I do not have a Conservative council to criticise, although I would criticise it if it had done that. It was a Labour council that introduced these charges, and they have had a dramatic effect on those who would have come to shops. A small bookshop that has been there for many years is now thinking about calling it a day. That is a real problem, and it is bonkers to add that to the other problems these businesses have.
Something that ruins high streets and causes real problems is the inability of local authorities to control the number of adult gaming centres on the high street. I and many others are campaigning to get the Government to allow local authorities to make a decision about that, rather than being overridden. I hope the Government will look at that in due course.
The big thing that is affecting our high streets above all else is the crime and shoplifting going on. We have had a huge problem in our main shopping centres. These people go into shops and are violent. They threaten the shopkeepers, who are often pressed to the wall while they take thousands of pounds—this is not £1 or £2; thousands of pounds of goods are robbed from shop shelves. Those who are shopping are also threatened, and it drives people out of the high street.
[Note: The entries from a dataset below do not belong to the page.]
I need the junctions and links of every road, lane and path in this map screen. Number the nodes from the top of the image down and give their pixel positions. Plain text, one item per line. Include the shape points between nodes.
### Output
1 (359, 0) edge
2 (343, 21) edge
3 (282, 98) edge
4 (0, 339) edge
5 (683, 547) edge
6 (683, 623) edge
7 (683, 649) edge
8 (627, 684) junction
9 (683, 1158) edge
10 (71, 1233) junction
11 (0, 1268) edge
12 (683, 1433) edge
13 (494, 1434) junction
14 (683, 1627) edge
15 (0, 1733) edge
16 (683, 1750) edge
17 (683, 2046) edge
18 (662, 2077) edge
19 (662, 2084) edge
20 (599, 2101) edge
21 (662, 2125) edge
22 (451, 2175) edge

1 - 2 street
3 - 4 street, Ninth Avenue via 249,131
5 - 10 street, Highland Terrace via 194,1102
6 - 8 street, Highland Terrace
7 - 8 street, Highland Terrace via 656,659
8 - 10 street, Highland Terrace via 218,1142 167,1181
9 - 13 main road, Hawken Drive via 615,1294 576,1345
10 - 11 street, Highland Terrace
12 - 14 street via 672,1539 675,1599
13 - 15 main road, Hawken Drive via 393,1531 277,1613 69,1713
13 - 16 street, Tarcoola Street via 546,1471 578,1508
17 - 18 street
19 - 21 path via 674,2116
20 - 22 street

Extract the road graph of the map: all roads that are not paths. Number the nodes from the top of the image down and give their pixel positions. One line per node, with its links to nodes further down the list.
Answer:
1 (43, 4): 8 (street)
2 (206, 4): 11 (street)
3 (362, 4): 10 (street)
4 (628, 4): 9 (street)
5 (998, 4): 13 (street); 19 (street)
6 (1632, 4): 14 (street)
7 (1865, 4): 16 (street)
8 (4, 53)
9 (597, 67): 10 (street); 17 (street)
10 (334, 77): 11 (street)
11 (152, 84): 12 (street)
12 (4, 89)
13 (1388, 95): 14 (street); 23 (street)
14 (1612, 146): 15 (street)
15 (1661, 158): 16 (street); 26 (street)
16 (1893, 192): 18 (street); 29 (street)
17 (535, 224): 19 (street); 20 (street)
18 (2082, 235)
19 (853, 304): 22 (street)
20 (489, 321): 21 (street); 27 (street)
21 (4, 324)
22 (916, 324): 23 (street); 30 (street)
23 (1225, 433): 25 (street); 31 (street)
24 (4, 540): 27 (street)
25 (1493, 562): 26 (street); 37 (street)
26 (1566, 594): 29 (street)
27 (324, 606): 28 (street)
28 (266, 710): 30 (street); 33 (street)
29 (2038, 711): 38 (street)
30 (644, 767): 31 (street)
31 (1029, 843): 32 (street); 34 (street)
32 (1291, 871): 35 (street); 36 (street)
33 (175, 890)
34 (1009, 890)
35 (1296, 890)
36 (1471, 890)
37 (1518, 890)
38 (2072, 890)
We have tried hard to bring this all together, so that the shops report the crime and the police are there for it, but despite that, this crime is still rising. One of the biggest problems is that when a shoplifter is arrested, they say that they wish to be tried in the Crown court. They know full well that the backlog in the Crown court is so great that they will be out on the street again that afternoon. The Government should consider carefully whether shoplifters should be allowed to do that, and whether magistrates courts, which do not have a backlog, should be doing summary charges on shoplifters in criminal cases—with limits, obviously—which would get them off the street that day, not back on the streets committing crime again.